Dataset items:
········
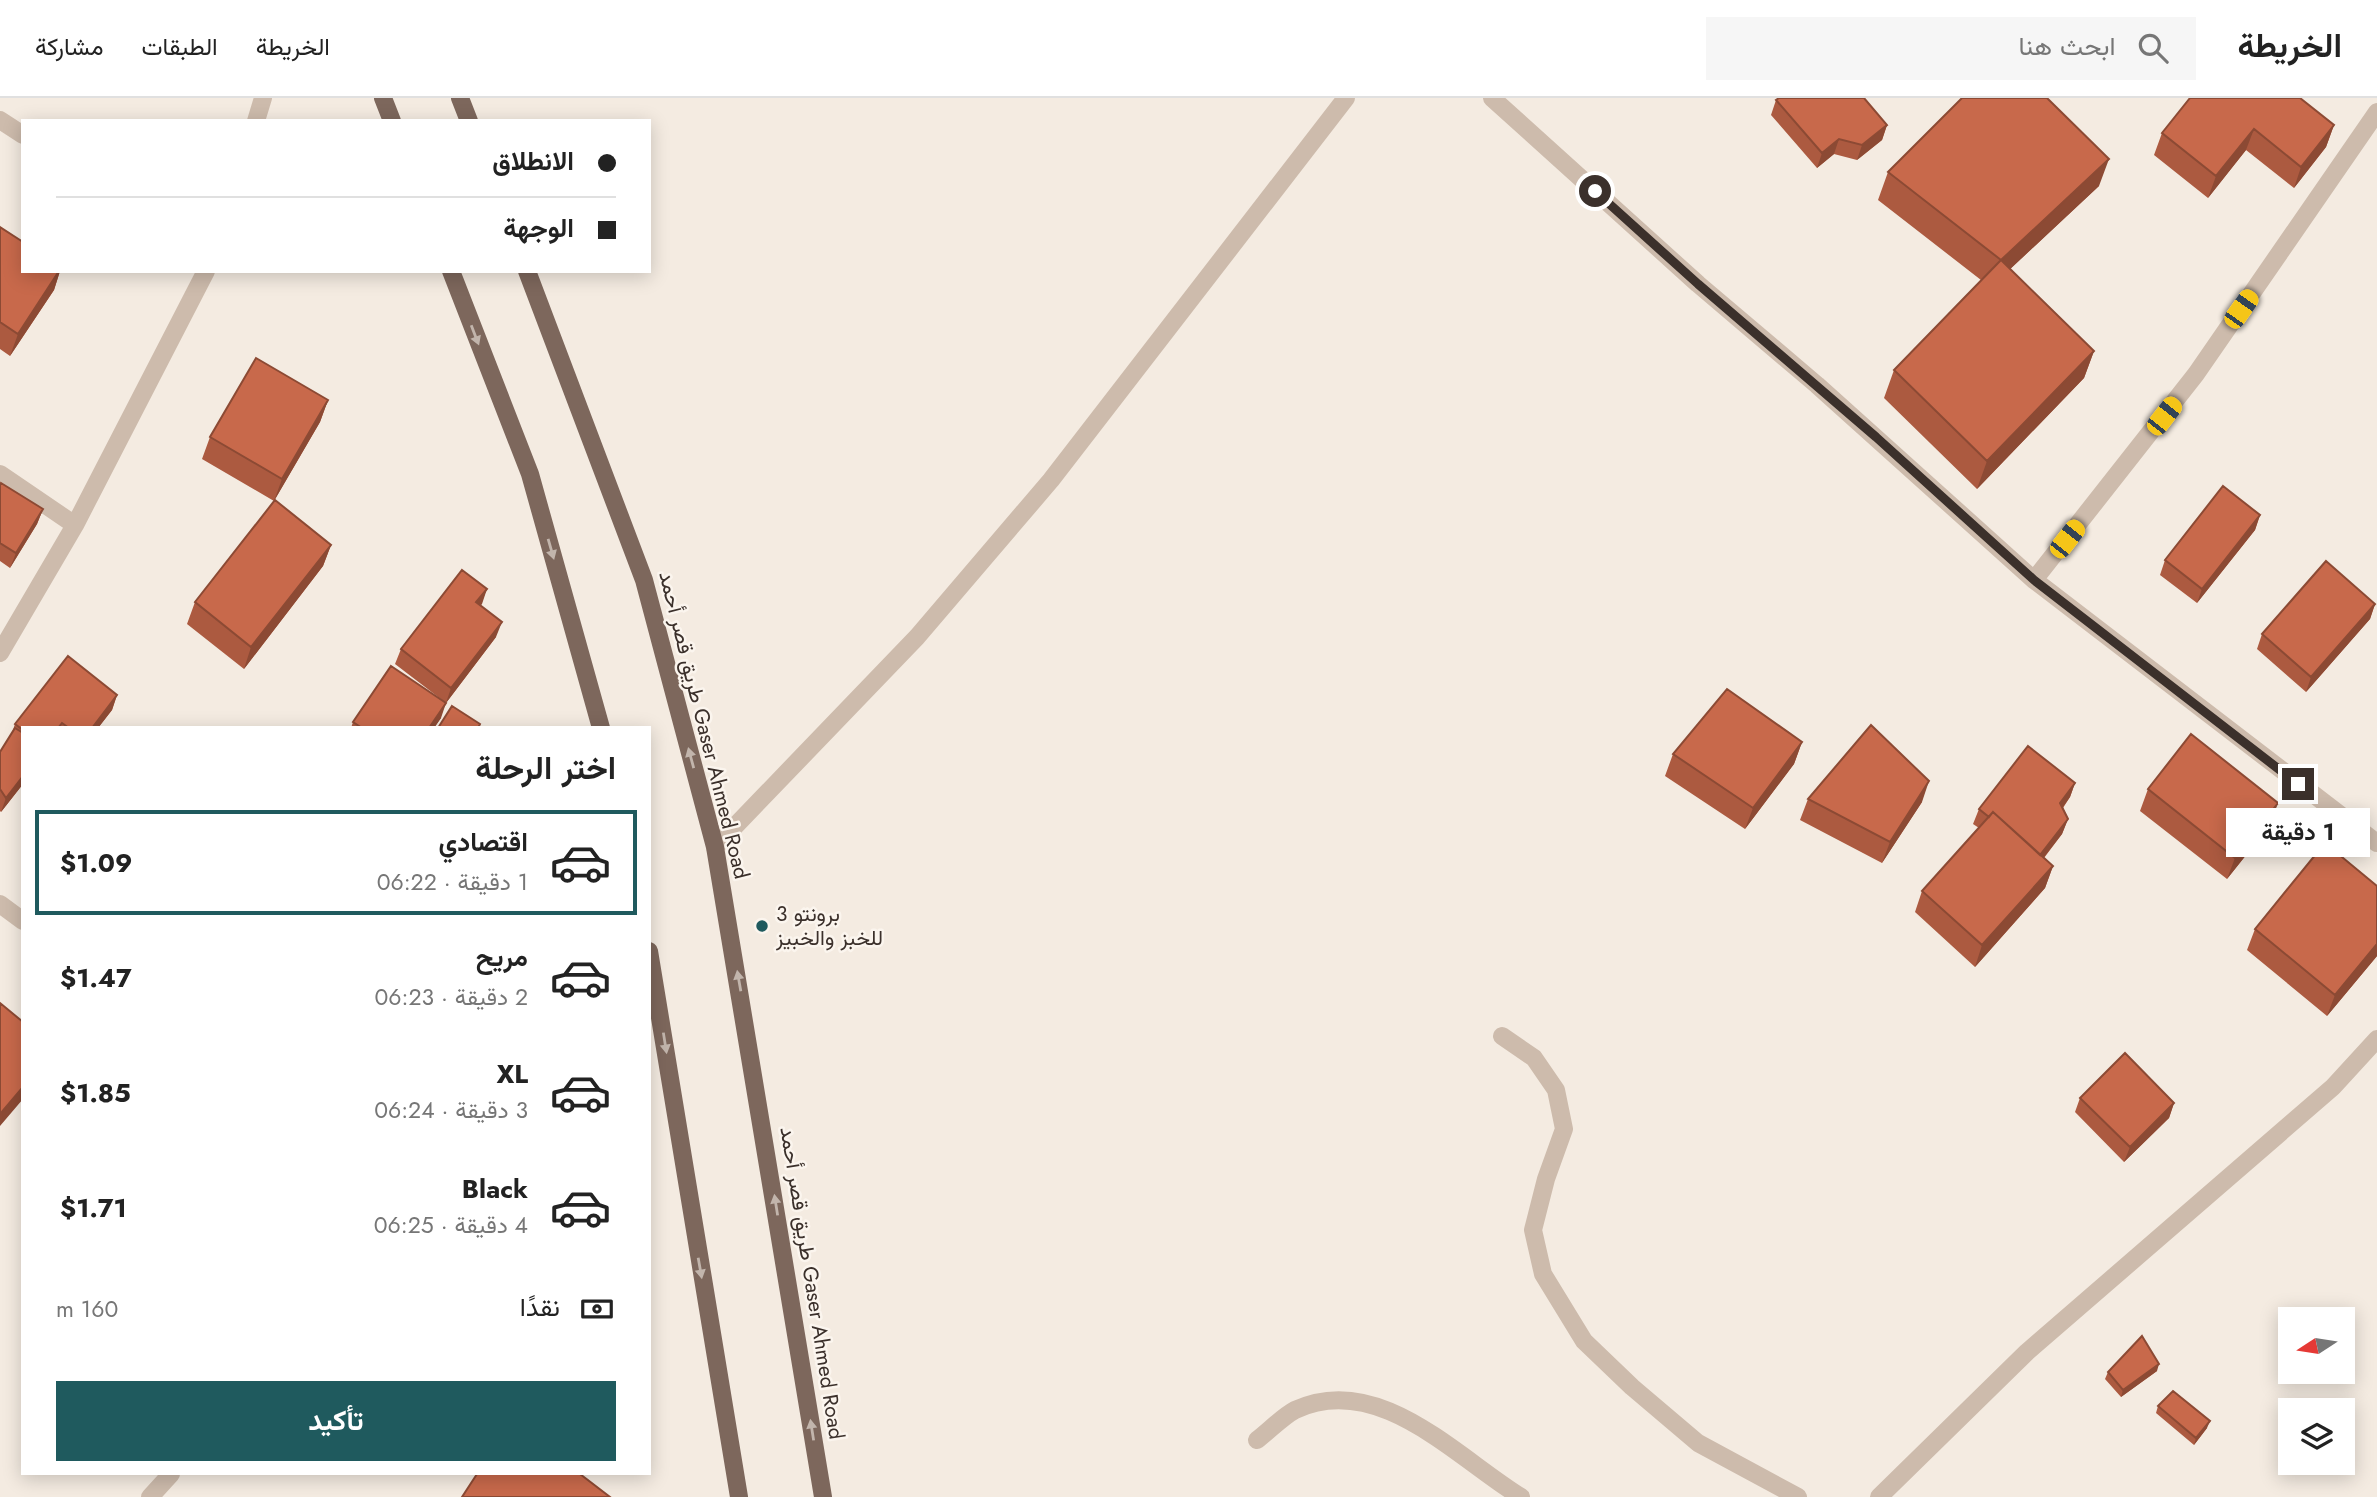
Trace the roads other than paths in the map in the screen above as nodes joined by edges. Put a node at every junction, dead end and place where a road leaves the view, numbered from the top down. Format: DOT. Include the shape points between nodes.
graph roads {
  1 [pos="263,98"];
  2 [pos="383,98"];
  3 [pos="460,98"];
  4 [pos="1346,98"];
  5 [pos="1492,98"];
  6 [pos="2377,112"];
  7 [pos="257,119"];
  8 [pos="391,119"];
  9 [pos="468,119"];
  10 [pos="0,120"];
  11 [pos="21,134"];
  12 [pos="205,273"];
  13 [pos="452,273"];
  14 [pos="528,273"];
  15 [pos="0,474"];
  16 [pos="75,525"];
  17 [pos="2034,580"];
  18 [pos="0,653"];
  19 [pos="600,726"];
  20 [pos="2377,843"];
  21 [pos="715,847"];
  22 [pos="0,904"];
  23 [pos="21,920"];
  24 [pos="651,972"];
  25 [pos="653,992"];
  26 [pos="1502,1036"];
  27 [pos="2377,1039"];
  28 [pos="1257,1440"];
  29 [pos="170,1475"];
  30 [pos="150,1497"];
  31 [pos="738,1497"];
  32 [pos="823,1497"];
  33 [pos="1521,1497"];
  34 [pos="1798,1497"];
  35 [pos="1879,1497"];
  1 -- 7 [label="street"];
  2 -- 8 [label="main road"];
  3 -- 9 [label="main road"];
  4 -- 21 [label="street" via="1051,480 917,637"];
  5 -- 17 [label="street"];
  6 -- 17 [label="street" via="2196,374"];
  10 -- 11 [label="street"];
  12 -- 16 [label="street"];
  13 -- 19 [label="main road, one-way" via="530,474"];
  21 -- 14 [label="main road, طريق قصر أحمد Gaser Ahmed Road, one-way" via="644,580"];
  15 -- 16 [label="street"];
  16 -- 18 [label="street"];
  17 -- 20 [label="street"];
  32 -- 21 [label="main road, طريق قصر أحمد Gaser Ahmed Road, one-way"];
  22 -- 23 [label="street"];
  24 -- 25 [label="main road"];
  25 -- 31 [label="main road, one-way"];
  26 -- 34 [label="street" via="1534,1058 1556,1090 1564,1129 1533,1230 1543,1274 1584,1341 1698,1443"];
  27 -- 35 [label="street" via="2333,1087 2028,1352"];
  28 -- 33 [label="street" via="1294,1411 1328,1400 1365,1402 1409,1421"];
  29 -- 30 [label="street"];
}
········
What you have to do:
With the pictures stripped out, return each record word for word.

Solution to this exercise:
Trace the roads other than paths in the map in the screen above as nodes joined by edges. Put a node at every junction, dead end and place where a road leaves the view, numbered from the top down. Format: DOT. Include the shape points between nodes.
graph roads {
  1 [pos="263,98"];
  2 [pos="383,98"];
  3 [pos="460,98"];
  4 [pos="1346,98"];
  5 [pos="1492,98"];
  6 [pos="2377,112"];
  7 [pos="257,119"];
  8 [pos="391,119"];
  9 [pos="468,119"];
  10 [pos="0,120"];
  11 [pos="21,134"];
  12 [pos="205,273"];
  13 [pos="452,273"];
  14 [pos="528,273"];
  15 [pos="0,474"];
  16 [pos="75,525"];
  17 [pos="2034,580"];
  18 [pos="0,653"];
  19 [pos="600,726"];
  20 [pos="2377,843"];
  21 [pos="715,847"];
  22 [pos="0,904"];
  23 [pos="21,920"];
  24 [pos="651,972"];
  25 [pos="653,992"];
  26 [pos="1502,1036"];
  27 [pos="2377,1039"];
  28 [pos="1257,1440"];
  29 [pos="170,1475"];
  30 [pos="150,1497"];
  31 [pos="738,1497"];
  32 [pos="823,1497"];
  33 [pos="1521,1497"];
  34 [pos="1798,1497"];
  35 [pos="1879,1497"];
  1 -- 7 [label="street"];
  2 -- 8 [label="main road"];
  3 -- 9 [label="main road"];
  4 -- 21 [label="street" via="1051,480 917,637"];
  5 -- 17 [label="street"];
  6 -- 17 [label="street" via="2196,374"];
  10 -- 11 [label="street"];
  12 -- 16 [label="street"];
  13 -- 19 [label="main road, one-way" via="530,474"];
  21 -- 14 [label="main road, طريق قصر أحمد Gaser Ahmed Road, one-way" via="644,580"];
  15 -- 16 [label="street"];
  16 -- 18 [label="street"];
  17 -- 20 [label="street"];
  32 -- 21 [label="main road, طريق قصر أحمد Gaser Ahmed Road, one-way"];
  22 -- 23 [label="street"];
  24 -- 25 [label="main road"];
  25 -- 31 [label="main road, one-way"];
  26 -- 34 [label="street" via="1534,1058 1556,1090 1564,1129 1533,1230 1543,1274 1584,1341 1698,1443"];
  27 -- 35 [label="street" via="2333,1087 2028,1352"];
  28 -- 33 [label="street" via="1294,1411 1328,1400 1365,1402 1409,1421"];
  29 -- 30 [label="street"];
}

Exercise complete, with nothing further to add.